Check every line of the data below for the word "this". Copy the ones that have it.

◆ **Supplied entries**

+-------+

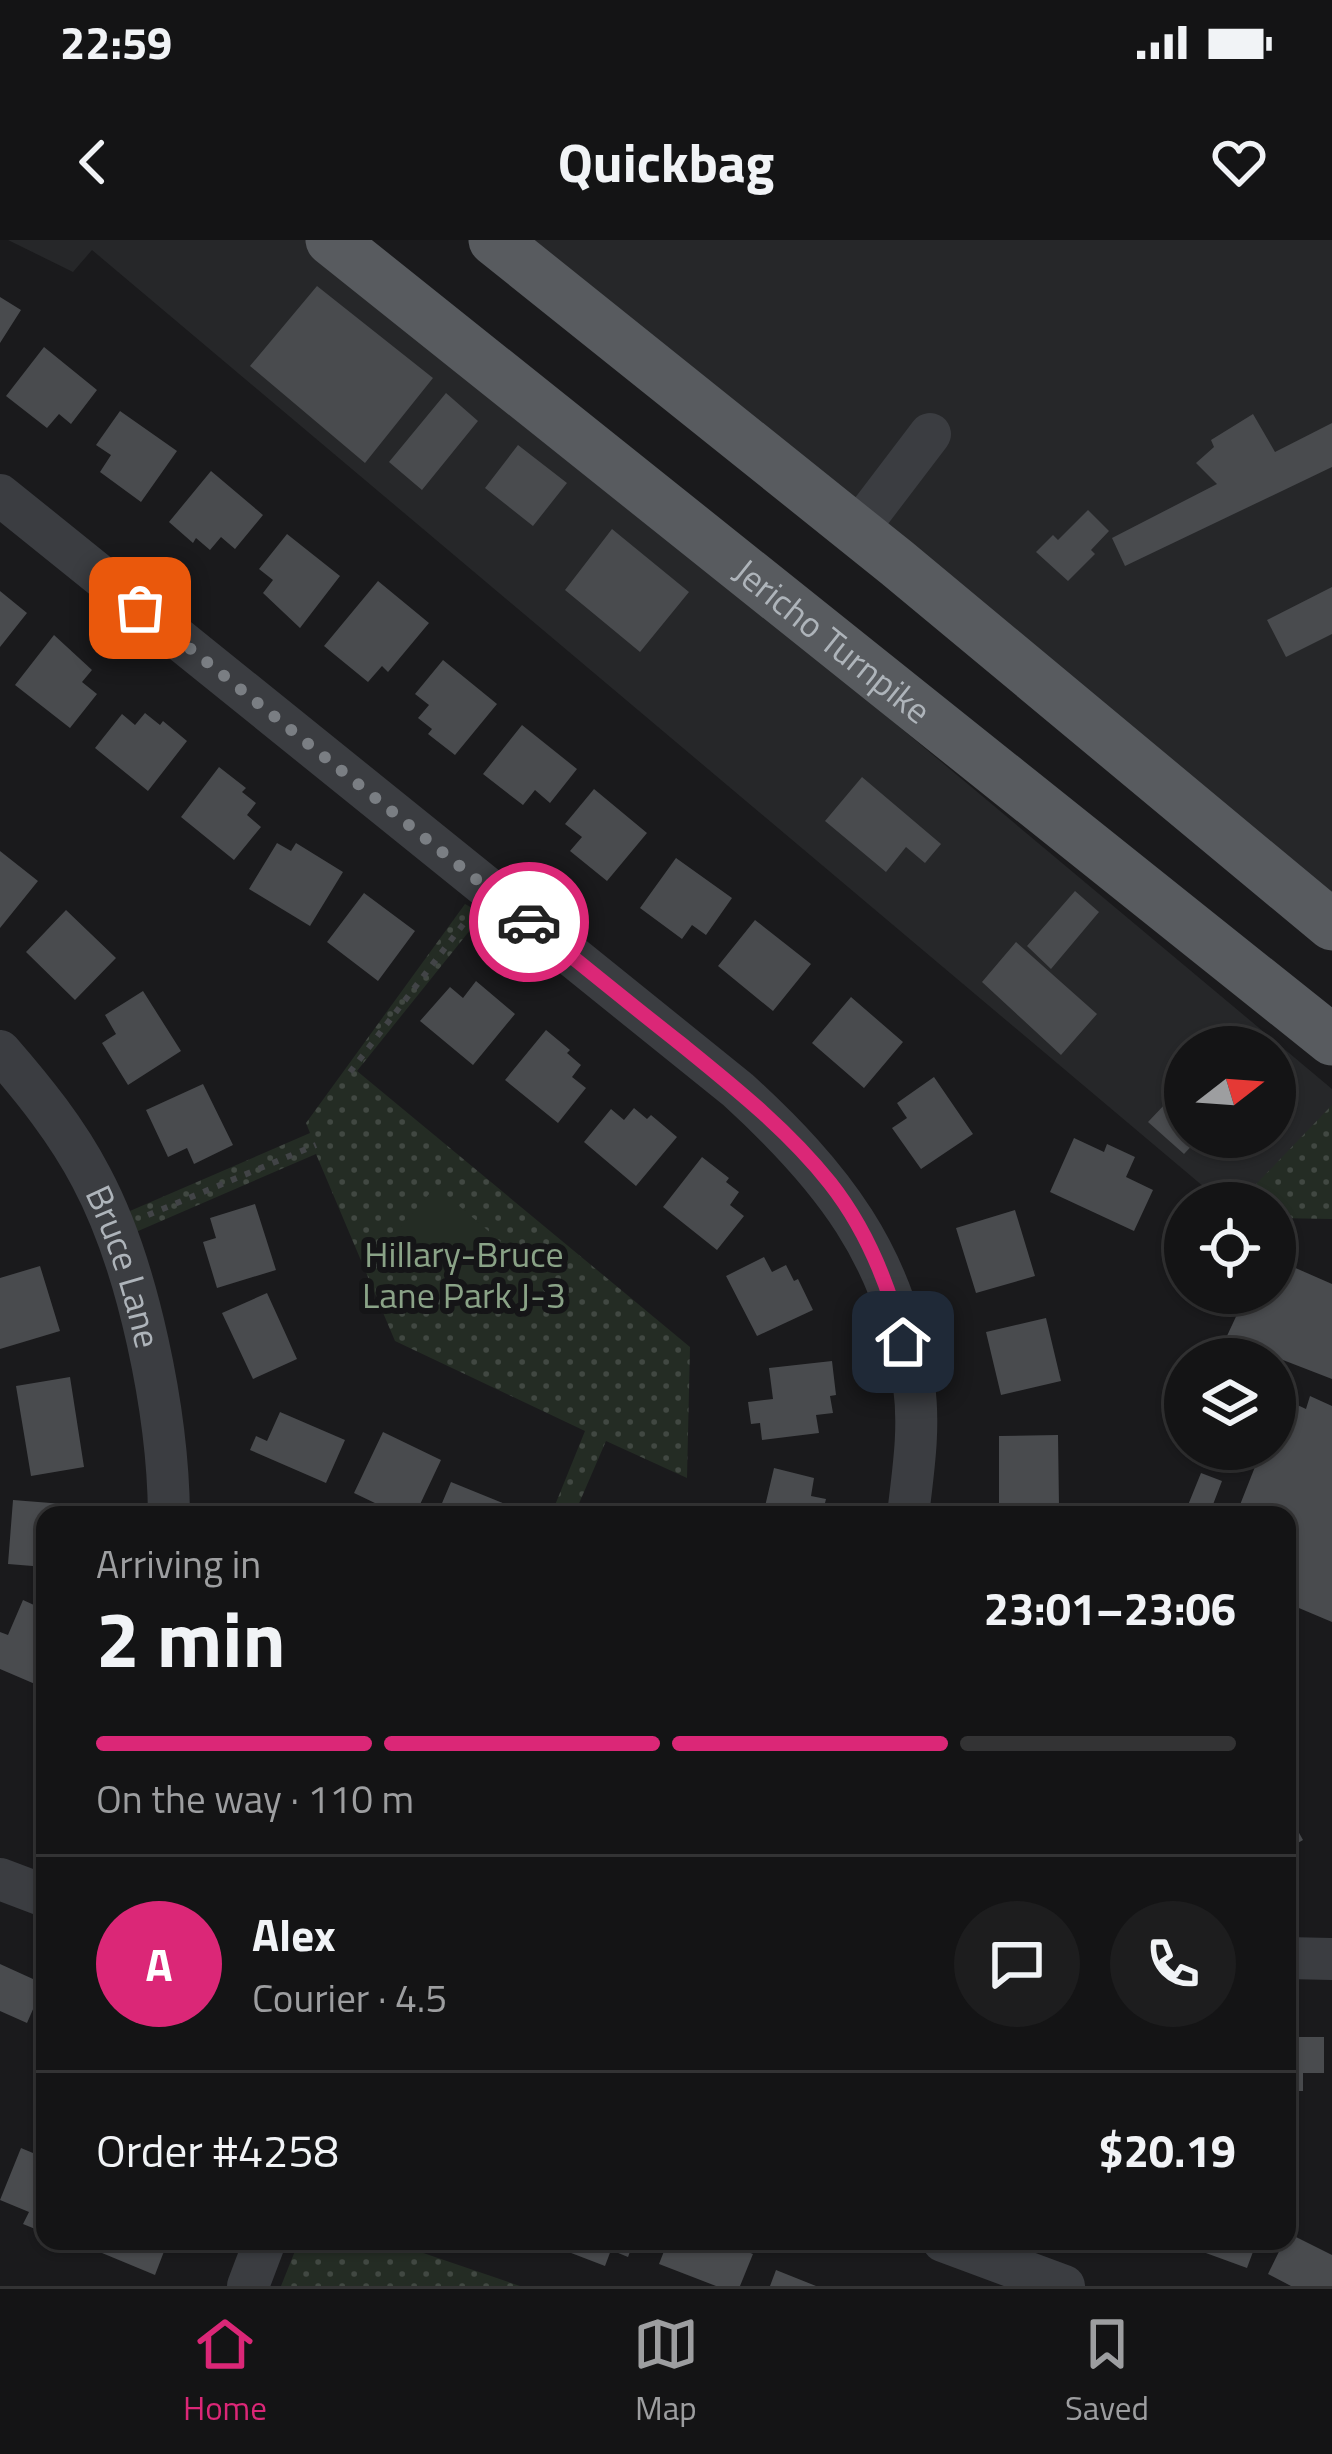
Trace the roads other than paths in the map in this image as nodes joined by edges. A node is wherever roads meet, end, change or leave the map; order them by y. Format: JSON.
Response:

+-------+

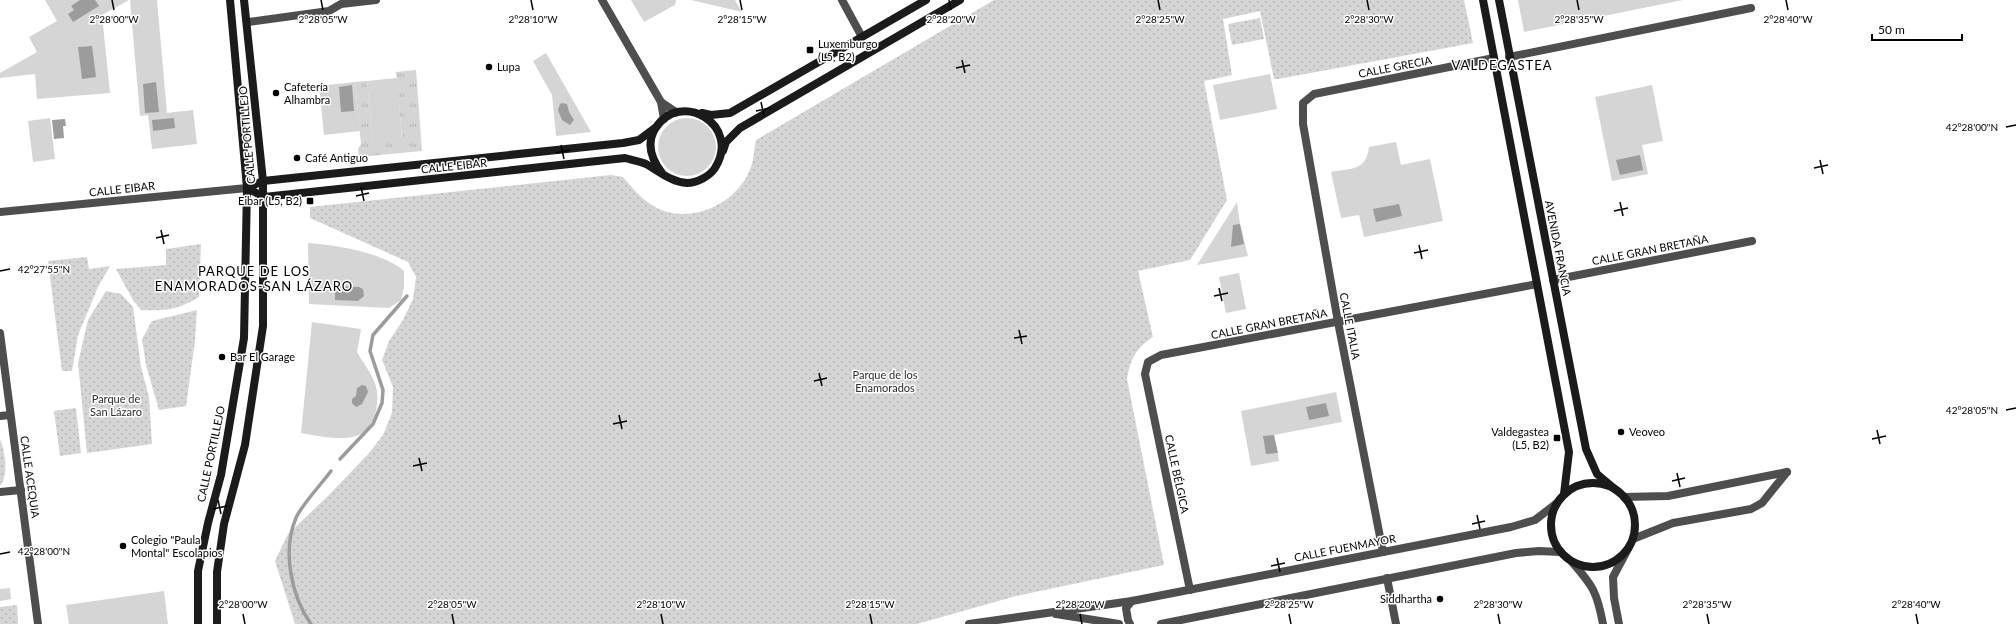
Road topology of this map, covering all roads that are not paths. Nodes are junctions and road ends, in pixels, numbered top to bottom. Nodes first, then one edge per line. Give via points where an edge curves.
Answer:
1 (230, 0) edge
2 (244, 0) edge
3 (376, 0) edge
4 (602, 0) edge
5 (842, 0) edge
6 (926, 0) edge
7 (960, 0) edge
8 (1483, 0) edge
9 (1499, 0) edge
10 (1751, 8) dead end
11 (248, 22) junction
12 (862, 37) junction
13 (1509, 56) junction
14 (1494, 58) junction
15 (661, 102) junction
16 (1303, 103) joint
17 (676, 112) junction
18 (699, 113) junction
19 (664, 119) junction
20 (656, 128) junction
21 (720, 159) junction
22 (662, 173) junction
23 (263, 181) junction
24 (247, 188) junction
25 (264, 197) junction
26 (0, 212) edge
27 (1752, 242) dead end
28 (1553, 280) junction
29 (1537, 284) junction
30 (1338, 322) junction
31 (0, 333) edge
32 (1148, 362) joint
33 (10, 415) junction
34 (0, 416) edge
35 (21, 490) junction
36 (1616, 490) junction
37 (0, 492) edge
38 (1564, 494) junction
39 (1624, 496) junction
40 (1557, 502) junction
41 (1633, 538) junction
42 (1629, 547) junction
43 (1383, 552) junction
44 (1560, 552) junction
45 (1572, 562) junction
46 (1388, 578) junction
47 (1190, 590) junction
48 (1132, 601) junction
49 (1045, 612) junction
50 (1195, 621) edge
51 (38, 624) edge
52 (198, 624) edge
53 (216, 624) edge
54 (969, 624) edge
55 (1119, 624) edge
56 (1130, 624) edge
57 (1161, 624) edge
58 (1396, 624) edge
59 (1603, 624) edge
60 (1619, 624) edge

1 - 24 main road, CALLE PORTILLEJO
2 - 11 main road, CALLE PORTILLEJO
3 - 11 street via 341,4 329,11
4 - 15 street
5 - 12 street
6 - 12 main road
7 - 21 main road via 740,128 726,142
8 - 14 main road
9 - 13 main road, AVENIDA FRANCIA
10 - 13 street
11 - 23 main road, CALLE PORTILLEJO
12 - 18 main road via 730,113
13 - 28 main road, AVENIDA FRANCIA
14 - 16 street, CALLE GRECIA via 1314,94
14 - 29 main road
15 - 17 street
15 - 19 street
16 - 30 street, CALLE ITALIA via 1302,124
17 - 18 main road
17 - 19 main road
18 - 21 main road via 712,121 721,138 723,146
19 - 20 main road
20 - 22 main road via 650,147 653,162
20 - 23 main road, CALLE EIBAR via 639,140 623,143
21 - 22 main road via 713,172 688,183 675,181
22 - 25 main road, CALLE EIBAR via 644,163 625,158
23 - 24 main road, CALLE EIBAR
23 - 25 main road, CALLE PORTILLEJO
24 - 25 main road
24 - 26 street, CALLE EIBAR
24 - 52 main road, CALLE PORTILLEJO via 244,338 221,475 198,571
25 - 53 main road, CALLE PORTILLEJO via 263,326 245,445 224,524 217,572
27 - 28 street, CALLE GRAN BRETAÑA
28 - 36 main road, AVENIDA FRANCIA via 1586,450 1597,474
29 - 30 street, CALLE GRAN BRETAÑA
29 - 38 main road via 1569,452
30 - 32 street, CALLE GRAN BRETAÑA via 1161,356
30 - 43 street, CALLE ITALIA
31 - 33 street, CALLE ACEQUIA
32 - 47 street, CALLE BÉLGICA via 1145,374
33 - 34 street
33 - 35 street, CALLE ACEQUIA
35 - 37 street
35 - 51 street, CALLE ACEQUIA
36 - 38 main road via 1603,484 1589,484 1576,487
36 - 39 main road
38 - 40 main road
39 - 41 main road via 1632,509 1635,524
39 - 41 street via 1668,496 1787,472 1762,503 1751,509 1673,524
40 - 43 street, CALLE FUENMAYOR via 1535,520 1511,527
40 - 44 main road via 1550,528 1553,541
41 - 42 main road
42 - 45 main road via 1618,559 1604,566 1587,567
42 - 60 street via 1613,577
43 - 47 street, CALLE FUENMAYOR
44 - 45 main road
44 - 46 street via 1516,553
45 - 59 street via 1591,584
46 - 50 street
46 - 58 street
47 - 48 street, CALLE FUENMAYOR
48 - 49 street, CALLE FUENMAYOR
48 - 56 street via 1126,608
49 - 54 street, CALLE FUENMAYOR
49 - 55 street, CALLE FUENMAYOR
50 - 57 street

+-------+

◆ **Finished task**
Trace the roads other than paths in the map in this image as nodes joined by edges. A node is wherever roads meet, end, change or leave the map; order them by y. Format: JSON.
Road topology of this map, covering all roads that are not paths. Nodes are junctions and road ends, in pixels, numbered top to bottom. Nodes first, then one edge per line. Give via points where an edge curves.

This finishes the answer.